Frequently asked questions

Does Starch sync QuickBooks report views like P&L and Transaction List?
Not right now — QuickBooks report views (P&L, Transaction List, Vendor Expenses) are temporarily disabled pending an upstream fix. Entity-level data — bills, invoices, vendors, payments, journal entries — syncs normally on a schedule. For most audit workpaper needs, entity-level data is what your CPA actually needs anyway. We'll update when report views come back online.
We use NetSuite, not QuickBooks. Does that work?
Yes. Starch syncs your NetSuite data on a schedule — invoices, expenses, journal entries, balance sheets, and income statements. The Investor Reporting starter app uses NetSuite as a primary connection, and you can build a custom audit workpaper app on top of the same sync.
Our grant agreements and 990 workpapers have sensitive donor information. Is Starch SOC 2 certified?
Not yet — Starch is not SOC 2 Type II certified as of today. If your foundation's data governance policy requires SOC 2 before connecting financial data, that's a real constraint worth knowing upfront.
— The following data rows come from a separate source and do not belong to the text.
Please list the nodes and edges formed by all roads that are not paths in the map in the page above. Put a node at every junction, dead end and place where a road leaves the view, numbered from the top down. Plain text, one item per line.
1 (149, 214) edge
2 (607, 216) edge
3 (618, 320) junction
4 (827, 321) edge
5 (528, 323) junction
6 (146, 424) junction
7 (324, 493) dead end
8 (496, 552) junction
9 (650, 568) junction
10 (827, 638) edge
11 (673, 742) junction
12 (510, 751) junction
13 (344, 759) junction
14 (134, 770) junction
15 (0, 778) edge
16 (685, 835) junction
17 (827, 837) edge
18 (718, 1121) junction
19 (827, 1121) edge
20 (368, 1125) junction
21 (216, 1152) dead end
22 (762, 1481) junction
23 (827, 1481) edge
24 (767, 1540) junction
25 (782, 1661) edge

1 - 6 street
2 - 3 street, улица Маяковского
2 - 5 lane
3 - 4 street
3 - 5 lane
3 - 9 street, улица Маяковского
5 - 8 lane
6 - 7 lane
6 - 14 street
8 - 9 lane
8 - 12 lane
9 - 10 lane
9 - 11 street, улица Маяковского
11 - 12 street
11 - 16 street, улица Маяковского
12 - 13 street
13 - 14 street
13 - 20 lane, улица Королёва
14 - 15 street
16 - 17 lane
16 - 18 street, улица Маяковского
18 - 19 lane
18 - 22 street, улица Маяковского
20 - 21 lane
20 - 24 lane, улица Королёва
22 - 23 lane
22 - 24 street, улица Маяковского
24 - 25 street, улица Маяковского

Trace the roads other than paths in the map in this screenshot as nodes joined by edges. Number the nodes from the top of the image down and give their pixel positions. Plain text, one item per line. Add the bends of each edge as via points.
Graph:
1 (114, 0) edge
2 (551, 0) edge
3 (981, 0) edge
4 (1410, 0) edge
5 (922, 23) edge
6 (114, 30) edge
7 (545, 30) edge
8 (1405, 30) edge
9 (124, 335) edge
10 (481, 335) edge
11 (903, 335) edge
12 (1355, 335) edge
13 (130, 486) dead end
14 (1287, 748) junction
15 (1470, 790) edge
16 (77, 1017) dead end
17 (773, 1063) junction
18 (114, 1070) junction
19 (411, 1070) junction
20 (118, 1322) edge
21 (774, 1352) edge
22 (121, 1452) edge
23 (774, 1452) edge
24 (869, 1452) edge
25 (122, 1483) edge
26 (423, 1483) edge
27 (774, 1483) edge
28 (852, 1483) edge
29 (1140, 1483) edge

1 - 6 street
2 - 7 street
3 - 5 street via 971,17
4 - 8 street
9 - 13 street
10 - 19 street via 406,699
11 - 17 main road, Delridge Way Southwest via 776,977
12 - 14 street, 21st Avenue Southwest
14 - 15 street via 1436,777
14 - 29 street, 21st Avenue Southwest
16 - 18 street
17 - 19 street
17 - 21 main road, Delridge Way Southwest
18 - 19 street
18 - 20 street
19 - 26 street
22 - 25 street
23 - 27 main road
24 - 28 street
It's on the roadmap.
Can Starch pull data from our donor portal or state charitable registration site to check filing deadlines?
Yes. Starch automates any website through your browser — no API needed. If you can log in and click through the site, Starch can navigate it, pull the relevant data, and drop it into a Notion page or Slack you a summary.
We track grants in Salesforce, which someone set up a few years ago. Can Starch connect to that?
Yes. Connect Salesforce from Starch's integration catalog; the agent queries it live when your grant pipeline view or reconciliation app runs. You can build a custom app that joins your Salesforce grant records to QuickBooks disbursements so you always know which awards have been paid, partially paid, or are outstanding.
What about Xero? We're considering switching from QuickBooks.
Xero is available from Starch's integration catalog and queried live when your apps run. It doesn't have the same scheduled-sync depth as QuickBooks today, but you can build dashboards and workpaper apps on top of it through the live query connection.
Can Starch generate the actual 990 filing?
No — Starch builds the workpapers and schedules your 990 preparer needs (functional expense allocation, grants paid by program area, vendor lists, restricted asset rollforwards), but it doesn't generate or e-file the 990 itself. Think of it as cutting prep time for whoever signs the 990, not replacing them.